■ **PROBLEM TO WORK ON**
Give the count of lines in the records below that contain "edges", with no other words.

■ **DATA EXTRACTS**
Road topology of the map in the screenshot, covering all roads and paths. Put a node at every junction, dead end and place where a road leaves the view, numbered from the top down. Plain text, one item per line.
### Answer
...
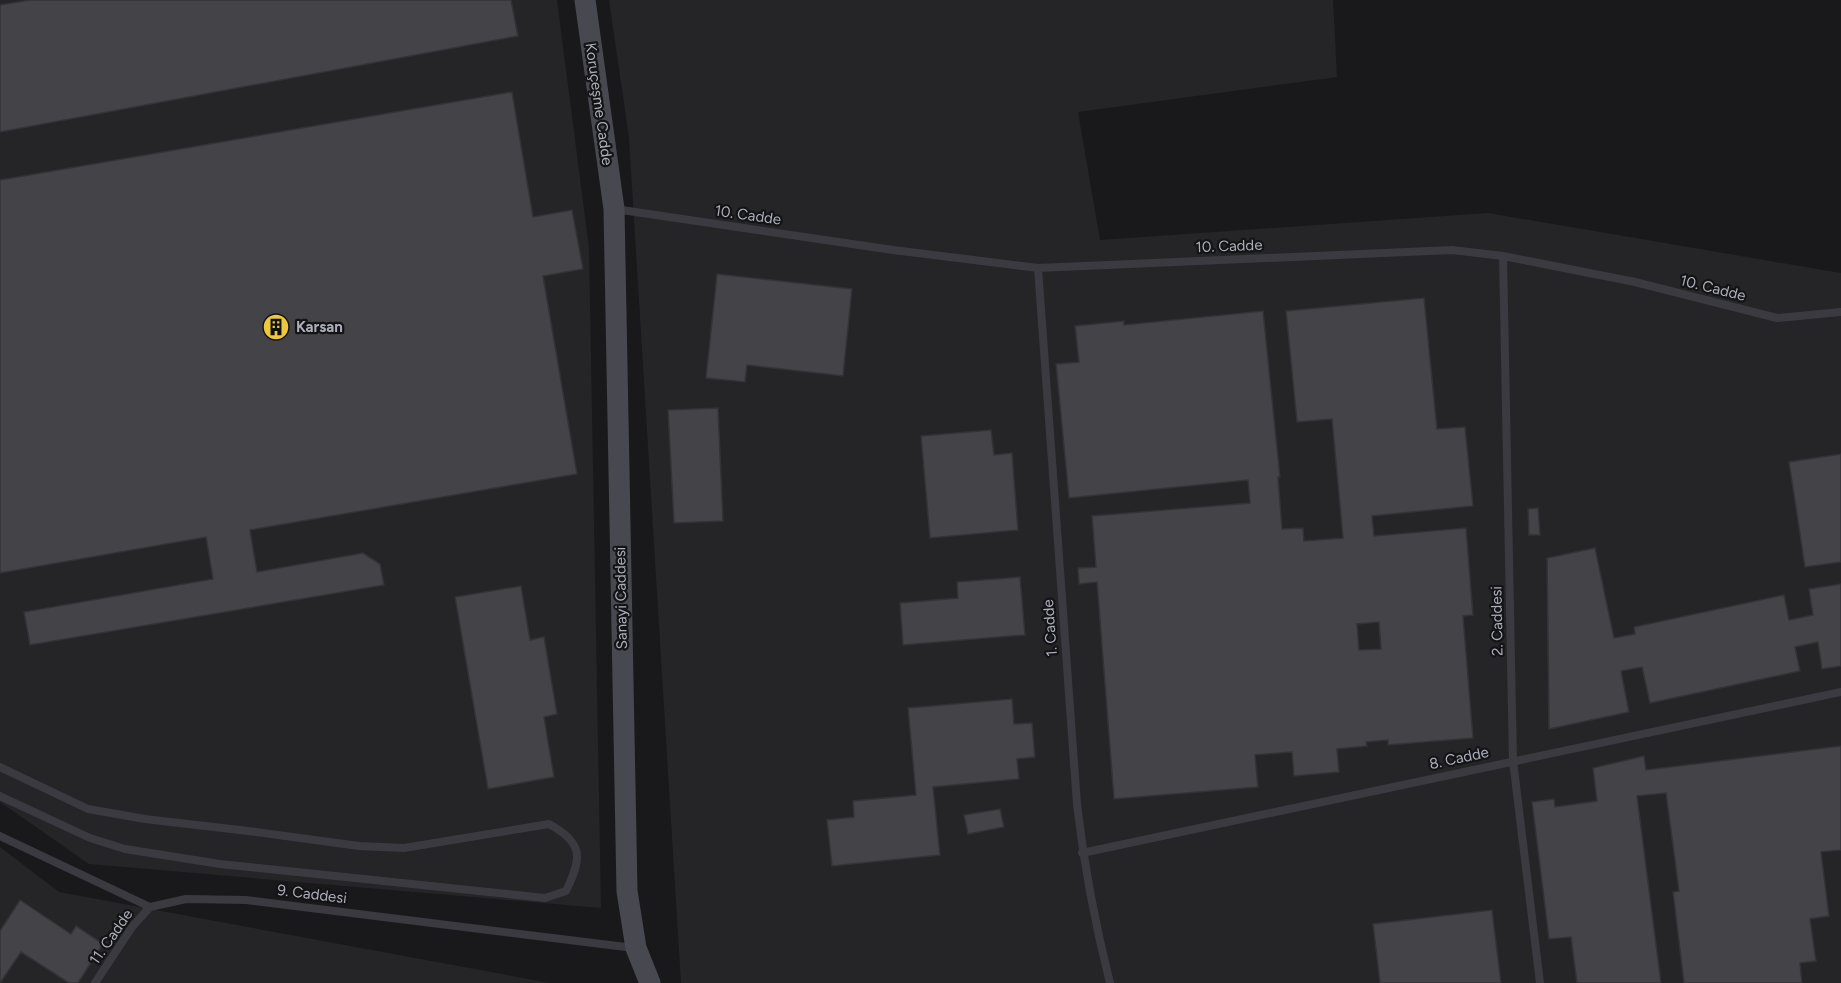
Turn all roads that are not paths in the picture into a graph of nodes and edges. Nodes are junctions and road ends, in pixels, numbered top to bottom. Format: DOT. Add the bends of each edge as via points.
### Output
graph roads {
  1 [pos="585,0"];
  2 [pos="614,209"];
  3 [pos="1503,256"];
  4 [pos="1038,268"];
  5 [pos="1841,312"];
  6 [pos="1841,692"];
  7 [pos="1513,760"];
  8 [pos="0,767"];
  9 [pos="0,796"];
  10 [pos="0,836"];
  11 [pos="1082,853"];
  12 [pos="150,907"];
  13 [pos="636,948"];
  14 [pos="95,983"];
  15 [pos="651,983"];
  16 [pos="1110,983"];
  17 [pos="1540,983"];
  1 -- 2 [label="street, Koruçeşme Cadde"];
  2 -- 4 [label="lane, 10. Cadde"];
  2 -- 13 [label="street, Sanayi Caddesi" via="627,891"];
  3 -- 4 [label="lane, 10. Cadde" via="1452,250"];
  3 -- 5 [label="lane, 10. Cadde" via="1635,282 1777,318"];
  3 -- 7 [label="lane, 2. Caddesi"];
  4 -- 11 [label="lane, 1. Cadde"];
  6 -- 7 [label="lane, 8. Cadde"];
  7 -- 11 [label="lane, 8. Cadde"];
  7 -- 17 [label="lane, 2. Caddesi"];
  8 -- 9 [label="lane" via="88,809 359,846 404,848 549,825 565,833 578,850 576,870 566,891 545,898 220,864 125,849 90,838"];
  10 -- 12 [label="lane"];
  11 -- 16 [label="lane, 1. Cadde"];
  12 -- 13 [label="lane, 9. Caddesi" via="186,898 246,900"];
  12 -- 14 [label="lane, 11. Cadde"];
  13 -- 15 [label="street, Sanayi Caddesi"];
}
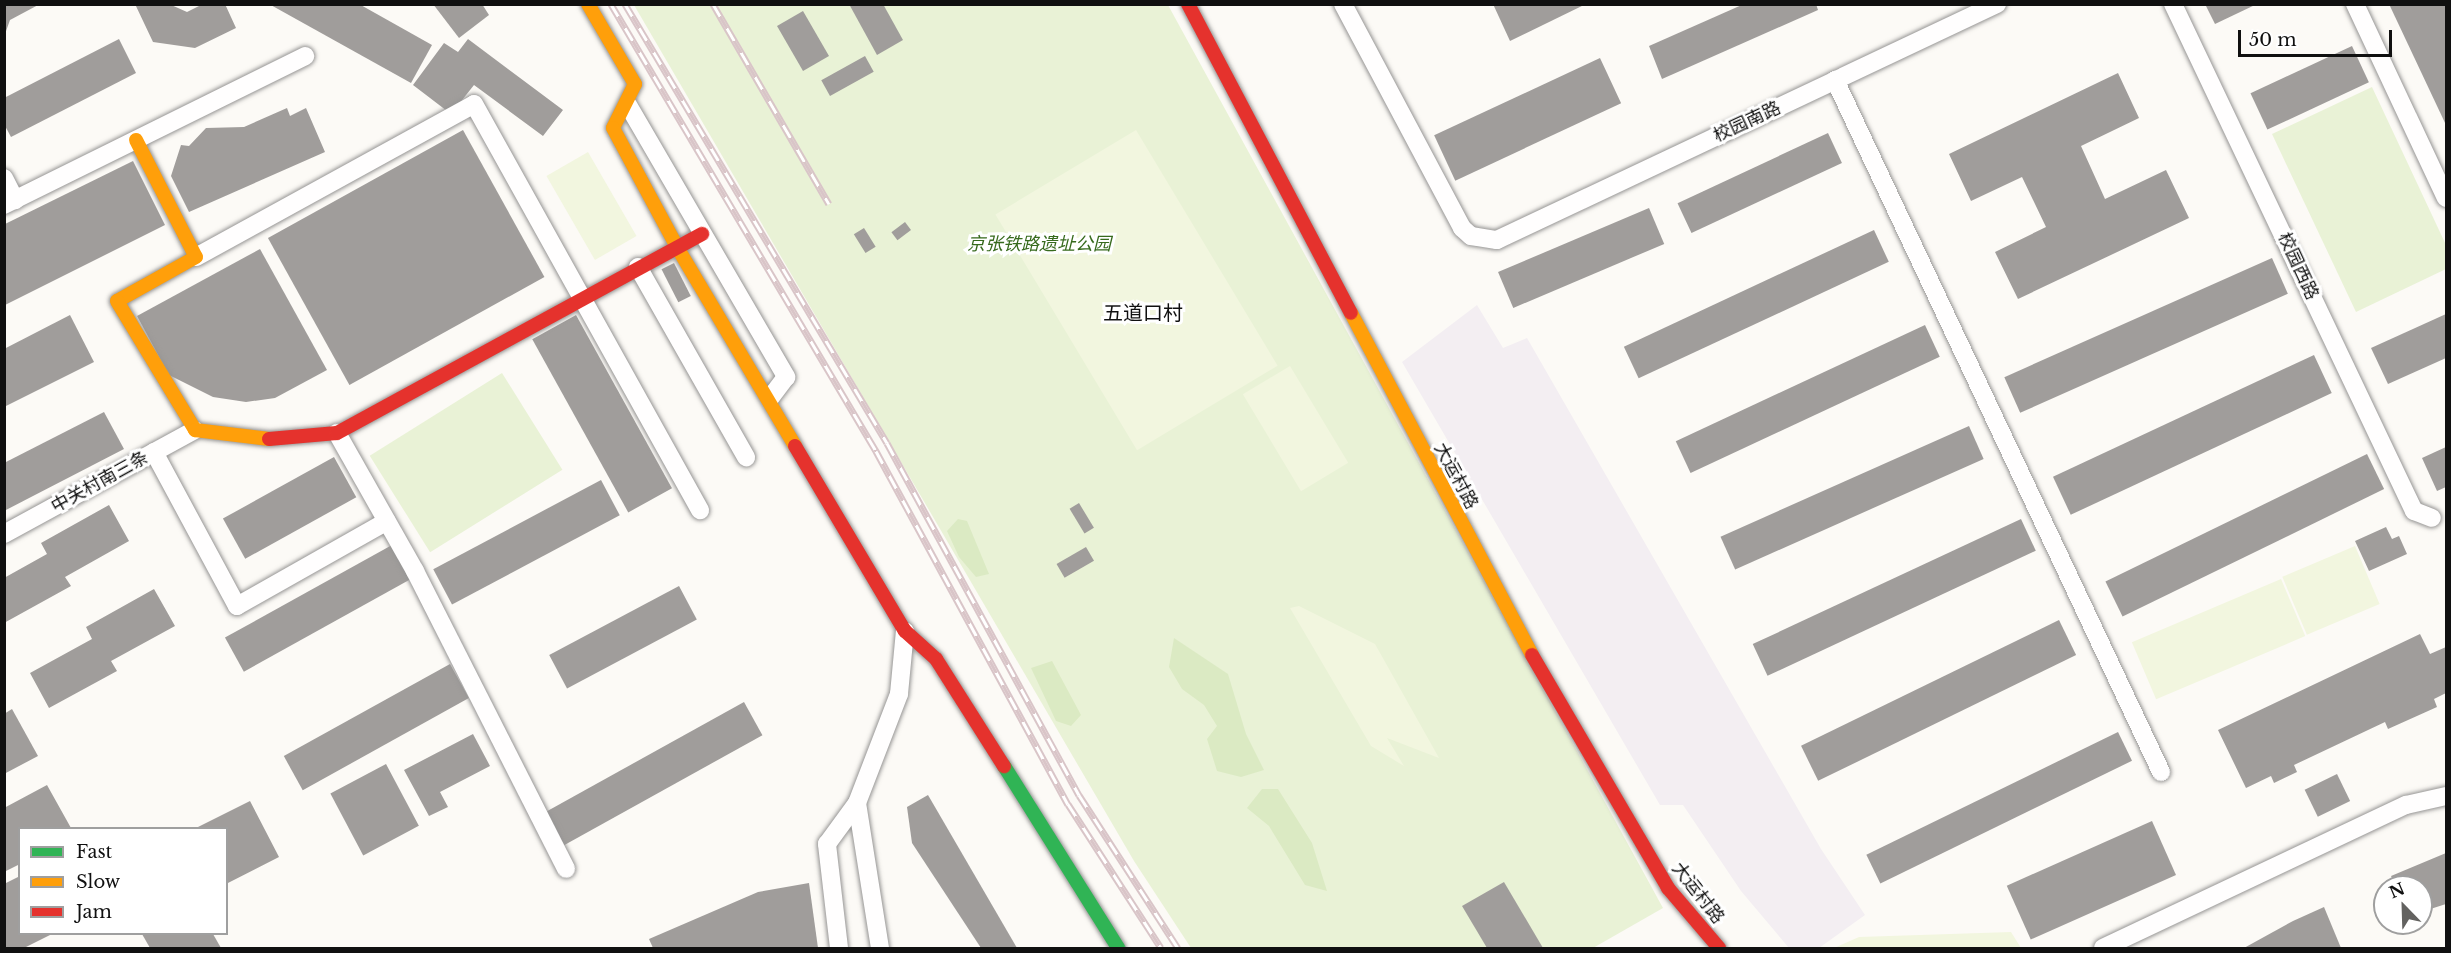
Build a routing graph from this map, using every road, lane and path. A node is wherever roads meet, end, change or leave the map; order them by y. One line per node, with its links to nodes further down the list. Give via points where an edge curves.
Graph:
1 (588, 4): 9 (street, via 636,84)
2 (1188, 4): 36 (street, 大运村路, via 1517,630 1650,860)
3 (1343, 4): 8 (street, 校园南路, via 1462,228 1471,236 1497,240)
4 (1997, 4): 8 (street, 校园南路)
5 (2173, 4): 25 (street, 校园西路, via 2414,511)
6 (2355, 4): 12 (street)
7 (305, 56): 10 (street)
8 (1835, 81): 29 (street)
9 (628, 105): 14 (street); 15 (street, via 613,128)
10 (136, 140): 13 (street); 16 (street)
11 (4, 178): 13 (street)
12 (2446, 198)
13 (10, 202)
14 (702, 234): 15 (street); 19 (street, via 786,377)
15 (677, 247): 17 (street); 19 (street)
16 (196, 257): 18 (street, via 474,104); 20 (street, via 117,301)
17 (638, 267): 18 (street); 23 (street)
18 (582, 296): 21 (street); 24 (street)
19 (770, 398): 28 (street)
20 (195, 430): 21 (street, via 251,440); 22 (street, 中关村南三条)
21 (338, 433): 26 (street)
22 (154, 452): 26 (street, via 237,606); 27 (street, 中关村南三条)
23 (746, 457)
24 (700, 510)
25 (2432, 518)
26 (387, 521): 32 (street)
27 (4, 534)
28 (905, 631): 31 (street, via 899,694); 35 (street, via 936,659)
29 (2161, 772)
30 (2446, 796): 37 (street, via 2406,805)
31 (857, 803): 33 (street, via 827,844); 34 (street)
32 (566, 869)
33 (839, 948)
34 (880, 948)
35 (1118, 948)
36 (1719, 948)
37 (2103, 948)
---
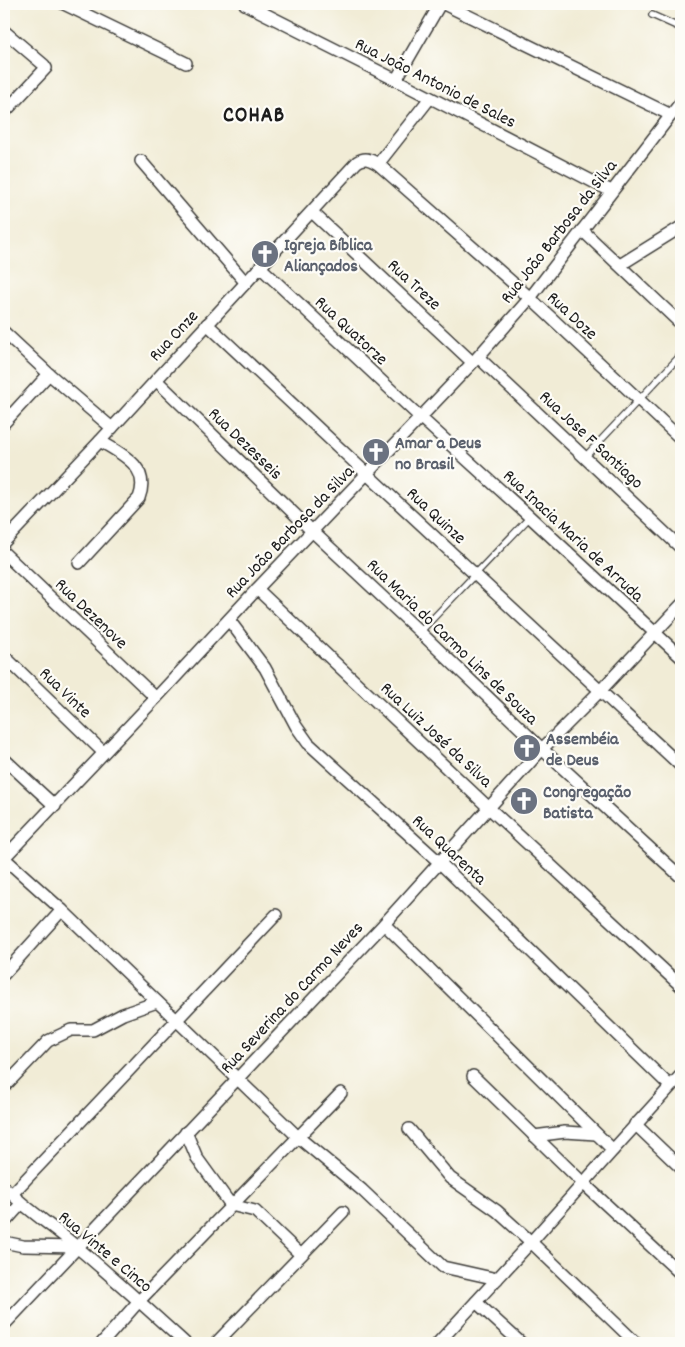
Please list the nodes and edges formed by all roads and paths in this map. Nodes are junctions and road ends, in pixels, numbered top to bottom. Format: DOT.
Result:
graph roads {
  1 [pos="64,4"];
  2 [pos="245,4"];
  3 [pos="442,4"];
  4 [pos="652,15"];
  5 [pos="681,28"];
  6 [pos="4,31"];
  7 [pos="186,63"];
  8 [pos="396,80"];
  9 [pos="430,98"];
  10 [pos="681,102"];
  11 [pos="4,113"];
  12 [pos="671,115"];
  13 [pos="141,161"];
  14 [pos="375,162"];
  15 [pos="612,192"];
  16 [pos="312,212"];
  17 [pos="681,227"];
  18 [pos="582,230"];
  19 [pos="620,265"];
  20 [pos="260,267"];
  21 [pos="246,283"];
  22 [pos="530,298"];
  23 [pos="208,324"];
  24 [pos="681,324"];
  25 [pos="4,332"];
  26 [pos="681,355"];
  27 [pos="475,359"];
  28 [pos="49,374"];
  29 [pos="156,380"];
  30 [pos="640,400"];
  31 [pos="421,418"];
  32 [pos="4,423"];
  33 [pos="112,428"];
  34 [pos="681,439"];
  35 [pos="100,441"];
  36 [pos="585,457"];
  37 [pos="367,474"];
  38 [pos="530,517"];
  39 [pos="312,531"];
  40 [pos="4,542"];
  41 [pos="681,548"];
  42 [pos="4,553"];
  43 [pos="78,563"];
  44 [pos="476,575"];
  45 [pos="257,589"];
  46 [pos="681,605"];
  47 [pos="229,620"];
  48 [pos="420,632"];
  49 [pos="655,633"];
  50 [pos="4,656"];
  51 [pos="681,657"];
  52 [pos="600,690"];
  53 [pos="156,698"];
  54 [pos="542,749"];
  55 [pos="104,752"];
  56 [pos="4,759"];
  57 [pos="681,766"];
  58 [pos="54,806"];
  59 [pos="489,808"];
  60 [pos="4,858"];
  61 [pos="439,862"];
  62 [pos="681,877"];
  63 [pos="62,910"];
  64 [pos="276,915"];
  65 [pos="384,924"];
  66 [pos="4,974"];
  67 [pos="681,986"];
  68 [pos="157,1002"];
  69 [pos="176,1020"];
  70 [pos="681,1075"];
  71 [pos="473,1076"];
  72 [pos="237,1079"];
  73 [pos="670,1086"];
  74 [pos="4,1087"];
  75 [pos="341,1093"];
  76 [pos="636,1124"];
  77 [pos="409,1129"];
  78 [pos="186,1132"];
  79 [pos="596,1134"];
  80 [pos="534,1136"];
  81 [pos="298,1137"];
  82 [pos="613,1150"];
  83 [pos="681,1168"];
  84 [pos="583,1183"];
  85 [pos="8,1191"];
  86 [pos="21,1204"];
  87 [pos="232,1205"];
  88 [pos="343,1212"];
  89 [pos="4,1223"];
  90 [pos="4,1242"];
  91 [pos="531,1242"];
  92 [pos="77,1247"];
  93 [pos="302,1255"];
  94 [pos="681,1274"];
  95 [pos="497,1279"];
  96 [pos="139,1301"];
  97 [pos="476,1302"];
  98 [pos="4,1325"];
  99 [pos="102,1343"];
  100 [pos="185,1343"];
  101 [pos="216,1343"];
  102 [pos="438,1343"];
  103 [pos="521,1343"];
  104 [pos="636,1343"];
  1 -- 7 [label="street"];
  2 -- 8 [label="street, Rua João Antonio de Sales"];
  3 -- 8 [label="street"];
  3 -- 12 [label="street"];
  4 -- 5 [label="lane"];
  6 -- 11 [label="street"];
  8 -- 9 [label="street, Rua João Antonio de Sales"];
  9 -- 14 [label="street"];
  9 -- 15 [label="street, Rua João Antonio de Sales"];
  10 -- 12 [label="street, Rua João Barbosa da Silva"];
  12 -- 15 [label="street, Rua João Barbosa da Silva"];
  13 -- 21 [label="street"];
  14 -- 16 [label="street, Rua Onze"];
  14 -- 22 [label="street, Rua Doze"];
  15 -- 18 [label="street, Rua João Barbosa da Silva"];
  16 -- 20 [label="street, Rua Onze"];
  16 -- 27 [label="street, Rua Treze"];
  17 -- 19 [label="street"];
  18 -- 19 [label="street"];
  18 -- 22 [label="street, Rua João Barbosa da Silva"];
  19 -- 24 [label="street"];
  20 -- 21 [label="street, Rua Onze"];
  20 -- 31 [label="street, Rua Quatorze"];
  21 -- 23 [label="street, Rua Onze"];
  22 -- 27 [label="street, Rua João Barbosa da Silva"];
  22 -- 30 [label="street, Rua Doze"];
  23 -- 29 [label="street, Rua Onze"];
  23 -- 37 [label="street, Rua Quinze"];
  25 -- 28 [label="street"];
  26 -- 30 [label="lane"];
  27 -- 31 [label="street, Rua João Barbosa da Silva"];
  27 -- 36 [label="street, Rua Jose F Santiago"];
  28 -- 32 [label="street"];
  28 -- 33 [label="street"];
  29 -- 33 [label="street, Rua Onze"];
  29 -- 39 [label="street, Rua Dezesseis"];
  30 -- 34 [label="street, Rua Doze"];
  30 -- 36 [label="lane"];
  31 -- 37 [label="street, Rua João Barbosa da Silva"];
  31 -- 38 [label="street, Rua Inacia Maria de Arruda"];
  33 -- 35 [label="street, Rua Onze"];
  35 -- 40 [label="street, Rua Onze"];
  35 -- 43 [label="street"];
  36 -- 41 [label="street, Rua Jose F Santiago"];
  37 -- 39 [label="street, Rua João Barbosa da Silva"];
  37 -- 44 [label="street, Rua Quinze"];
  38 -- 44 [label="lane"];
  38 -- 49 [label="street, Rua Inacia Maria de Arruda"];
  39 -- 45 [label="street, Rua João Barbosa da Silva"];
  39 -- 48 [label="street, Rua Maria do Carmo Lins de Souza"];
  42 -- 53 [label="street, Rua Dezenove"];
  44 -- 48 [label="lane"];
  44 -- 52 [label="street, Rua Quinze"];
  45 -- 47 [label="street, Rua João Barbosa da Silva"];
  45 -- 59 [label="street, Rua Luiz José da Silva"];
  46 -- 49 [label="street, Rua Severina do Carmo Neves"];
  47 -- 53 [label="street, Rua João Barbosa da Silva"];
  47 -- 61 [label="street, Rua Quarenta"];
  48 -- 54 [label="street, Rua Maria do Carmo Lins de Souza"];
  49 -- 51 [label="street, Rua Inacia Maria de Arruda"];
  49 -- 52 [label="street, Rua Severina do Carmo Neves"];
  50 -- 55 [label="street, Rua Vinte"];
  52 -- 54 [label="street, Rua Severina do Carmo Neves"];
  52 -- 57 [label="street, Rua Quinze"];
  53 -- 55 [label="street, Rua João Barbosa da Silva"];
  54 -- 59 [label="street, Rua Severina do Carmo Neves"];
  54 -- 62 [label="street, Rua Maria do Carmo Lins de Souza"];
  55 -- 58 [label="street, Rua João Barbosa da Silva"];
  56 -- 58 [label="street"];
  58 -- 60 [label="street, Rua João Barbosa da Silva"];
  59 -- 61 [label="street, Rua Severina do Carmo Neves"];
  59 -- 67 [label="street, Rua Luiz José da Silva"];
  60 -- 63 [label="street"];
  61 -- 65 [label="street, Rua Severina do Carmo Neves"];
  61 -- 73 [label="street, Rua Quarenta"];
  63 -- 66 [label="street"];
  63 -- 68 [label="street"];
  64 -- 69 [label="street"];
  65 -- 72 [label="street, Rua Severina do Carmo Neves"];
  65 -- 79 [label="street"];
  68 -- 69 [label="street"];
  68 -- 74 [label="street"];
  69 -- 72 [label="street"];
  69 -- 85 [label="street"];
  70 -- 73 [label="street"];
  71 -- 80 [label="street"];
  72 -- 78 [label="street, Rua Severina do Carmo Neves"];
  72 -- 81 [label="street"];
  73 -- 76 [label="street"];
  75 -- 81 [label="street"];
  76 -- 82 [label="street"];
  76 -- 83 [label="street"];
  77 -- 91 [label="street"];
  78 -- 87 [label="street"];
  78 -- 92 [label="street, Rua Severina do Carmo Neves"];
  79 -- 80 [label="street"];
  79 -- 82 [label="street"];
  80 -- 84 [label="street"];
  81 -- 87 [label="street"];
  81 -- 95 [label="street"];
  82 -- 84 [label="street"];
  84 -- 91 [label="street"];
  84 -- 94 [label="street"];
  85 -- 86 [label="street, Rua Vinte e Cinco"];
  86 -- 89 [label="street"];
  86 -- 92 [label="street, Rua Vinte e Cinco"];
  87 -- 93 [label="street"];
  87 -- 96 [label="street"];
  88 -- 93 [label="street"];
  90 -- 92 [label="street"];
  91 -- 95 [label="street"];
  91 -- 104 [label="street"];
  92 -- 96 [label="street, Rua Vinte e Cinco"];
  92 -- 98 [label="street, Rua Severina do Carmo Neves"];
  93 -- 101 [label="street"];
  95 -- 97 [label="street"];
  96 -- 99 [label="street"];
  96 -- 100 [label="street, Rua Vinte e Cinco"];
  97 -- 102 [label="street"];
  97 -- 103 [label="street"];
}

■ **OUTPUT BELOW**
2